Now, a U.S. official tells Reuters that around 40 of the 125 members of the pledge will unveil concrete methane reduction plans at the upcoming COP27 climate conference in Sharm el-Sheikh, Egypt, from November 6 to 18.
“We need to move out of the promises and more towards the action pieces, whether it’s sectoral actions or larger actions,” Clean Air Task Force global director of methane Jonathan Banks told Reuters in response to the news.
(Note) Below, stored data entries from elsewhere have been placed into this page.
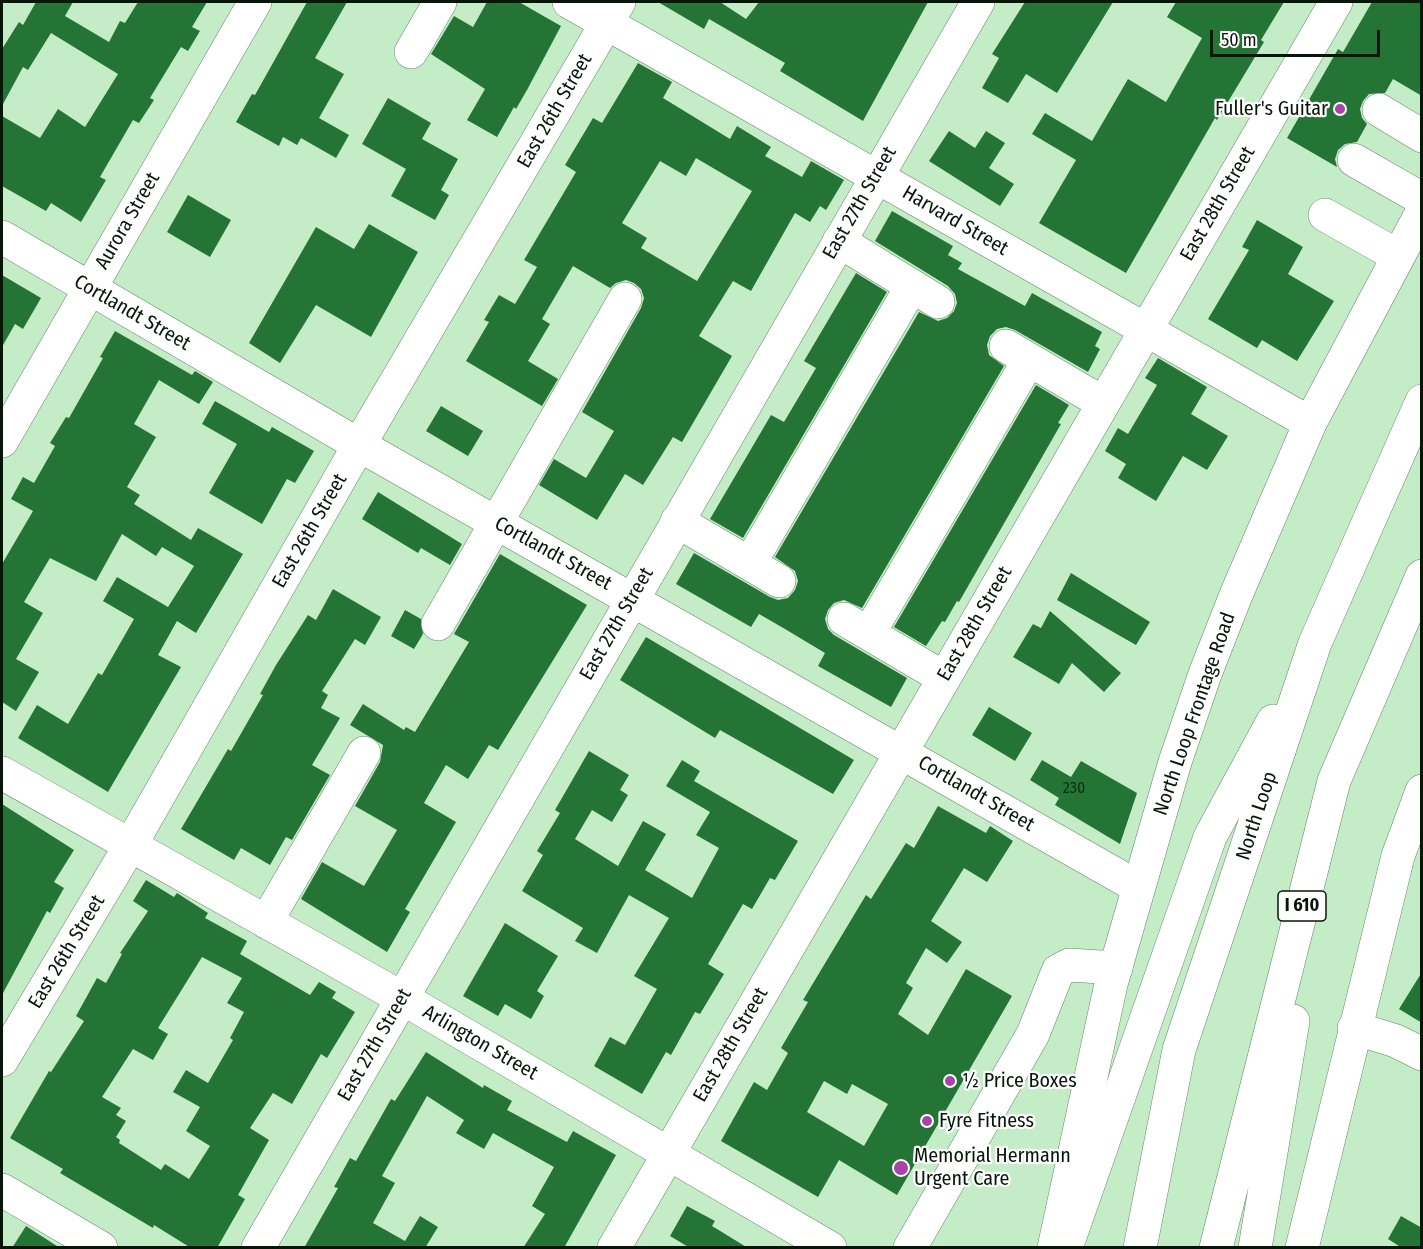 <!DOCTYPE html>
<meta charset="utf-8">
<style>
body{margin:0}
#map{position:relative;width:1423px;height:1249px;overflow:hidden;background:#c4edc7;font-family:"Fira Sans Condensed",sans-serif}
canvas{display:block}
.frame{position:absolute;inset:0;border:3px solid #071609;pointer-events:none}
.scale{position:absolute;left:1210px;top:30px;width:170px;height:27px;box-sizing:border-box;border:3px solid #071609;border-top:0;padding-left:8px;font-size:18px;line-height:21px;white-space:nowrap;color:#071609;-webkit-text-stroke:4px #fff;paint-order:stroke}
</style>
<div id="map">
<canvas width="1423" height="1249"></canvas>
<div class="frame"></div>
<div class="scale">50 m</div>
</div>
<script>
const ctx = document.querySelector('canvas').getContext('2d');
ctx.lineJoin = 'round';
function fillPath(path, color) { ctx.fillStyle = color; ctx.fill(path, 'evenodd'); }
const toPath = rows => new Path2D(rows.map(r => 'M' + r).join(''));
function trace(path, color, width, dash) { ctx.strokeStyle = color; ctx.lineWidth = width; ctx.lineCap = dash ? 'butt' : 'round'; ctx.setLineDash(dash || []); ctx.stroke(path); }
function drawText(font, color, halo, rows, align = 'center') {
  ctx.font = font + ' "Fira Sans Condensed",sans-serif'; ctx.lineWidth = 4.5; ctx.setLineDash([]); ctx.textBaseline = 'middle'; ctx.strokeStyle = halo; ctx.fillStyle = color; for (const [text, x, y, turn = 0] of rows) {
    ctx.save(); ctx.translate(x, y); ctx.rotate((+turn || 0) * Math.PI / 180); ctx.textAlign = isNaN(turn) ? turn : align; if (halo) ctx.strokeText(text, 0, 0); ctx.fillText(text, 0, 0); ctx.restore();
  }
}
fillPath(toPath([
 [36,2,73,2,65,16,109,42,120,21,125,23,138,2,207,2,192,27,200,31,188,51,181,47,150,98,154,100,139,123,133,120,100,177,106,180,81,222,51,203,46,211,2,186,2,116,40,138,58,109,85,127,118,74,51,33,28,70,23,67,2,106,2,49,19,22,23,25],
 [307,2,347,2,315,58,344,74,319,118,349,135,336,158,301,138,297,145,283,137,279,146,236,122,252,94,255,95],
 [487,2,519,2,561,26,527,90,516,109,514,107,497,137,467,120,485,89,431,54,454,16,473,27],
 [658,2,720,2,746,19,759,2,928,2,863,121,780,71,785,63,709,19,704,29],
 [1025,2,1113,2,1057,93,1026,74,1008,103,982,88,999,58,992,54],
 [1176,2,1284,2,1261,40,1264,42,1217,120,1215,118,1126,273,1039,223,1076,160,1032,134,1045,113,1092,141,1128,79,1166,102,1202,38,1167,17],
 [1372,2,1422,2,1422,96,1393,79,1385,93,1369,94,1363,101,1360,109,1362,118,1367,124,1357,142,1345,144,1338,150,1335,159,1337,167,1287,138,1338,49,1343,52],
 [638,63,672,82,663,98,730,139,737,126,771,147,765,156,802,177,811,161,844,180,826,210,820,206,810,222,795,213,751,291,733,281,699,336,732,356,682,442,673,437,643,485,625,474,597,520,539,485,554,459,586,478,614,431,582,412,641,308,644,298,641,289,634,283,626,280,616,283,610,288,573,266,542,319,550,324,528,361,558,379,542,406,466,361,489,322,484,320,499,295,515,304,537,267,524,260,576,172,565,165,593,118,602,123],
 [696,158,752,191,697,281,641,248,647,238,622,223,660,161,686,176],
 [388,98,431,123,422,139,458,159,441,190,449,195,435,220,391,196,406,169,362,144],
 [949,131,975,148,986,131,1005,143,989,168,1014,184,1000,206,929,161],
 [188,195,231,220,210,257,167,232],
 [892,211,953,246,948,255,962,263,958,269,1025,306,1032,293,1102,332,1095,346,1100,349,1088,372,1015,330,1006,327,997,329,990,336,987,345,989,355,1004,366,862,608,844,600,834,603,828,610,825,619,828,629,834,635,907,678,891,707,818,666,825,653,785,629,759,614,751,627,676,584,694,553,770,597,778,600,788,598,795,590,798,581,795,571,775,557,919,312,938,321,947,318,954,311,957,303,955,294,948,286,875,241],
 [1257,220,1303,247,1288,274,1334,301,1297,361,1262,340,1257,348,1208,319,1249,250,1242,247],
 [369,224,418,252,371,337,316,305,280,363,249,343,316,227,354,249],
 [856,273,887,292,743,538,710,519,771,415,784,422,816,368,804,361],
 [2,275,41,298,23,329,15,324,2,347],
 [115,331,192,375,195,371,213,382,199,404,159,380,134,424,156,437,127,487,140,495,134,504,191,540,198,528,243,554,196,633,177,621,158,655,181,667,108,792,18,738,37,705,68,724,98,673,102,675,134,619,103,601,117,577,168,607,194,566,162,547,156,556,122,534,96,581,50,558,24,602,43,613,16,659,39,672,16,711,2,702,2,564,33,511,11,499,23,477,34,483,55,446,50,443,66,417,69,418,103,358,100,357],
 [1158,358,1207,387,1191,414,1228,436,1207,470,1183,456,1156,501,1118,478,1126,464,1105,451,1118,428,1128,434,1157,385,1145,378],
 [1036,385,1069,405,1058,423,1061,424,959,602,957,601,945,622,942,621,926,646,894,627],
 [215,401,269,432,272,427,314,451,295,483,287,479,262,524,209,493,237,444,202,424],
 [441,406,483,431,468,456,426,431],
 [378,492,462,544,450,565,421,548,418,553,362,519],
 [500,554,587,605,498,750,489,745,468,779,446,765,424,803,456,822,405,909,410,912,387,952,301,899,322,862,364,886,397,830,355,806,380,762,383,745,350,725,363,704,404,730,406,727,415,732,469,642,454,634],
 [1071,573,1150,622,1136,645,1057,600],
 [333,589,381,617,365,645,355,639,322,691,328,695,321,708,340,718,312,765,330,775,292,840,286,837,270,865,241,848,234,860,181,829,228,749,231,751,263,695,260,694,276,665,308,615,316,620],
 [405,610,421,619,423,634,414,649,391,636],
 [1050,611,1121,673,1104,692,1072,663,1059,684,1013,657,1033,624,1041,628],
 [646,637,854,760,833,794,720,730,715,738,620,680],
 [989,707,1032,733,1015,761,972,735],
 [589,751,629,775,620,790,628,795,612,822,592,810,575,839,618,866,643,821,666,834,645,870,692,898,719,848,696,835,710,812,666,786,682,760,700,771,694,781,798,841,775,880,770,878,752,909,743,904,708,964,724,974,700,1014,695,1012,671,1055,666,1052,642,1094,594,1066,610,1037,625,1045,657,989,634,976,669,918,629,895,597,953,575,941,583,928,522,891,543,855,537,851,560,813,555,810],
 [1042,760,1071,777,1081,761,1137,793,1120,844,1055,805,1059,798,1030,780],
 [2,804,74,850,54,882,64,888,50,913,47,911,2,995],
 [938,806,986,833,990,826,1013,841,987,882,964,868,931,921,962,942,947,963,926,948,906,983,913,988,898,1014,928,1035,966,969,1012,996,897,1195,839,1160,818,1197,721,1141,754,1082,767,1090,788,1053,781,1048,808,1002,803,1000,866,895,871,899,906,843,914,848],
 [824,1081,847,1094,852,1084,888,1104,864,1146,807,1112],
 [146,880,174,897,177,893,208,913,205,918,247,941,240,954,310,995,319,982,336,992,332,998,355,1012,327,1058,321,1054,292,1104,273,1093,250,1128,269,1140,238,1195,245,1199,217,1248,191,1248,154,1225,153,1228,60,1173,63,1169,10,1138,49,1071,51,1072,84,1021,76,1016,97,978,106,983,122,954,120,953,148,911,133,901],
 [202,957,242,978,227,1003,244,1012,230,1038,233,1040,208,1083,186,1070,173,1092,200,1107,186,1131,210,1146,189,1179,165,1164,161,1170,119,1143,120,1140,116,1137,126,1121,116,1115,121,1108,102,1097,133,1049,153,1060,168,1034,158,1028],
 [505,923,558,956,537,991,544,996,531,1019,505,1004,498,1016,463,996],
 [1422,972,1422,1023,1399,1009],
 [426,1052,483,1088,484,1085,512,1101,507,1110,567,1142,573,1131,616,1155,564,1248,523,1248,545,1214,532,1206,554,1167,493,1133,484,1149,456,1133,464,1120,427,1096,382,1176,395,1183,373,1223,405,1241,420,1216,438,1227,425,1248,304,1248,338,1188,334,1187,350,1158,356,1161,391,1099,395,1101],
 [687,1206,715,1221,712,1226,748,1248,690,1248,670,1236],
 [1401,1216,1422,1228,1422,1248,1402,1248,1388,1239],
 [26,1226,60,1248,12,1248]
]), '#247435');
const minor = toPath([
 [569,2,1310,423],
 [411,52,440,2],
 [1379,110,1422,136],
 [1354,160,1422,199],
 [1325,215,1398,256],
 [2,237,359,445,1138,887],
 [839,241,938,302],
 [1006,346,1103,403],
 [2,441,255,2],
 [677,521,779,581],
 [750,563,912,286],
 [844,619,944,678],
 [438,624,625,299],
 [869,633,1029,360],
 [2,773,402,998,830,1248],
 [266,922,364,753],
 [1354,1028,1396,1041,1422,1054],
 [2,1060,130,846,359,445,619,2],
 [2,1190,101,1248],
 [258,1248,978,2],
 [614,1248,1336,2],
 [910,1248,1033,1034,1058,971,1069,965,1116,968]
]);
const major = toPath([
 [1054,1248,1111,984,1175,762,1205,674,1236,595,1310,423,1422,212],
 [1302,1248,1398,856,1422,791]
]);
const highway = toPath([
 [1066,1248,1210,837,1273,721],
 [1140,1248,1179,1050,1315,643,1422,401],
 [1216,1248,1334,781,1422,576],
 [1255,1248,1293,1021]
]);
trace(minor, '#618764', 34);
trace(major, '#618764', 34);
trace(highway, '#618764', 34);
trace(minor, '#fff', 33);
trace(major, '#fff', 33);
trace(highway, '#fff', 33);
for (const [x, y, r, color] of [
 [1340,109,6,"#a743a9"],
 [950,1081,6,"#a743a9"],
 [927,1121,6,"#a743a9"],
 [901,1168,8,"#a743a9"]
]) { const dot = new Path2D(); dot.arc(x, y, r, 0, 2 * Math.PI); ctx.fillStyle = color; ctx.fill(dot); trace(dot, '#fff', 2); }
drawText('16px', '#0e2e14', null, [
 ["230",1074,789]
]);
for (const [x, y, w] of [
 [1302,906,48]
]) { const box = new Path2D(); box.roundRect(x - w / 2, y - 15, w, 30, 4.5); ctx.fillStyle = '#fff'; ctx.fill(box); trace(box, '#071609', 1.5); }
drawText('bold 18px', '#071609', null, [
 ["I 610",1302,906]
]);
drawText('20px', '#071609', '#fff', [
 ["Fuller's Guitar",1328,109,"right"],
 ["½ Price Boxes",962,1081],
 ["Fyre Fitness",939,1121],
 ["Memorial Hermann",914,1156],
 ["Urgent Care",914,1179]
], 'left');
drawText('20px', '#071609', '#fff', [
 ["East 26th Street",555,111,-60],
 ["East 27th Street",860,203,-60],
 ["East 28th Street",1218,204,-60],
 ["Aurora Street",128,221,-60],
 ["Harvard Street",955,221,30],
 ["Cortlandt Street",132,313,30],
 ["East 26th Street",310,531,-60],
 ["Cortlandt Street",553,554,29],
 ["East 27th Street",617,624,-60],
 ["East 28th Street",975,624,-60],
 ["North Loop Frontage Road",1195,714,-71],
 ["Cortlandt Street",976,794,30],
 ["North Loop",1257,816,-72],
 ["East 26th Street",67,952,-59],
 ["Arlington Street",480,1043,30],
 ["East 27th Street",375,1045,-60],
 ["East 28th Street",731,1045,-60]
]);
</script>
Reducing methane emissions plays an important role in mitigating the climate crisis because methane is both extremely potent at trapping heat in the atmosphere and relatively short lived once released. It is around 80 times more effective at trapping heat than carbon dioxide during its first 20 years in the atmosphere but it also dissipates after 10 years. The Intergovernmental Panel on Climate Change calculated that there was more methane in the atmosphere today than at any point in the last 800,000 years at least and that it was responsible for around 30 percent of global warming. The most recent Greenhouse Gas Bulletin from the UN’s World Meteorological Organization found that atmospheric methane concentrations broke records again in 2021 and also that there was a bigger jump in concentrations between 2020 and 2021 than at any point since record-keeping began around 40 years ago.
“Rapidly reducing methane emissions from energy, agriculture, and waste can achieve near-term gains in our efforts in this decade for decisive action and is regarded as the single most effective strategy to keep the goal of limiting warming to 1.5˚C within reach while yielding co-benefits including improving public health and agricultural productivity,” the pledge website reads.
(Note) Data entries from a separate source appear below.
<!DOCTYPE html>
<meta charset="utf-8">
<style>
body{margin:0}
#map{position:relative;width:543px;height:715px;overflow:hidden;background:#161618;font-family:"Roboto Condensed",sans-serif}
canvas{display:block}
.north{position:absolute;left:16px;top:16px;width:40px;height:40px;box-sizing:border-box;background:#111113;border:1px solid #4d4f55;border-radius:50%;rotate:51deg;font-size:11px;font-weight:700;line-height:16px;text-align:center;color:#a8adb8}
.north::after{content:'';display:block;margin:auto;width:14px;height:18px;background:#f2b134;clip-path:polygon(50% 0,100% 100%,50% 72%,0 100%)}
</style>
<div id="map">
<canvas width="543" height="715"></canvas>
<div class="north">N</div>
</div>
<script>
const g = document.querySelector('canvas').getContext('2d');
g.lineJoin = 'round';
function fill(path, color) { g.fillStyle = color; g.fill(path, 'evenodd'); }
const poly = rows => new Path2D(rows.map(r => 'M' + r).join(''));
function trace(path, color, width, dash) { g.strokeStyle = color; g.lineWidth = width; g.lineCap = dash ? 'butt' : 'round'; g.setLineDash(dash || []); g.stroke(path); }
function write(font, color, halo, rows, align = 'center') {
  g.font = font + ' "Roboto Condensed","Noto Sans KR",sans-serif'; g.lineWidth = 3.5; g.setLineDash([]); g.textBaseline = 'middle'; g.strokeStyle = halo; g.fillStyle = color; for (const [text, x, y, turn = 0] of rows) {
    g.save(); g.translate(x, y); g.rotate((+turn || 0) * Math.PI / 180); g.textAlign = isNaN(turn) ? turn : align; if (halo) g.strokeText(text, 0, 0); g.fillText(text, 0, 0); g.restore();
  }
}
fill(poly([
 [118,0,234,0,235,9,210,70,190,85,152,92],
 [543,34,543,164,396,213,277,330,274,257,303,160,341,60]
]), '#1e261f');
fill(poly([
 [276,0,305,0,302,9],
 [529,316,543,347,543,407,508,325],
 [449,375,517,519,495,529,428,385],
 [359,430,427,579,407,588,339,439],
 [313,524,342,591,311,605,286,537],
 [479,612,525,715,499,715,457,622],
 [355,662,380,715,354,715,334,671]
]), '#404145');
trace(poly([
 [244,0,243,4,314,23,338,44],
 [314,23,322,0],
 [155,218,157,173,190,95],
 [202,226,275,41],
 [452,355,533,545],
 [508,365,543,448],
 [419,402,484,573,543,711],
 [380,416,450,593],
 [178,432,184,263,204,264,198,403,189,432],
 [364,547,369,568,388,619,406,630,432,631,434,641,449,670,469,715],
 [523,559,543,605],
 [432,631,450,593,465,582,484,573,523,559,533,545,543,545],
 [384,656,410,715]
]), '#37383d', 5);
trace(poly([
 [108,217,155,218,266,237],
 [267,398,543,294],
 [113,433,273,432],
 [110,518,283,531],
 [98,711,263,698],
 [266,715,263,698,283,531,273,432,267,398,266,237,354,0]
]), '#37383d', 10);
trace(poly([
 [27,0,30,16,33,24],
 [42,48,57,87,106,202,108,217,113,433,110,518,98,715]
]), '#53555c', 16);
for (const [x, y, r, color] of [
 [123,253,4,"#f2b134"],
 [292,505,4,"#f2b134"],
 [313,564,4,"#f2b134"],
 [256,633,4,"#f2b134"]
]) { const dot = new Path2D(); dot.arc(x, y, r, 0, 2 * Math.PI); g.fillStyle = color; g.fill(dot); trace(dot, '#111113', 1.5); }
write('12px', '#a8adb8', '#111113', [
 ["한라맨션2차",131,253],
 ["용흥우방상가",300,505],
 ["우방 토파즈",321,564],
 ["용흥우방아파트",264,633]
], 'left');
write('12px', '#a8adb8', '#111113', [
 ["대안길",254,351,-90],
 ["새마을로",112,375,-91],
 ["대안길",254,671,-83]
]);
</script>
To that end, participating countries promised to take actions to reduce worldwide methane emissions by at least 30 percent of 2020 levels by 2030, which should prevent more than 0.2 degrees Celsius of warming. This would have the same effect on temperatures by 2050 as switching the global transport sector to net-zero emissions, the International Energy Agency (IEA) said.
The senior Biden administration official told Reuters that the U.S., Canada and Vietnam would be three of the countries announcing concrete plans in Egypt. So far, 15 countries have published detailed plans, and they will be joined by around 25 more. The U.S. plan will likely include a rule proposed in 2021 to require oil and gas drillers to find and repair any methane leaks as well as new plans to reduce emissions from gas flaring and smaller oil wells.
However, one weakness of the Global Methane Pledge is that, of the world’s top five methane emitters, only the U.S. and Brazil are members, according to IEA. China is the world’s No.1 methane emitter at 58.4 million tonnes emitted in 2021 alone. India follows at 31.8 million tonnes and the U.S. comes in third at 31.5 million tonnes. While China has not signed the pledge, it did agree with the U.S. last year to develop a national plan to reduce methane emissions, Reuters noted.
“The national methane plan is indeed key to watch. But the Chinese authorities are quite cryptic in terms of whether and when it will be released in the run up to [the COP],” Greenpeace China expert Li Shuo told Reuters.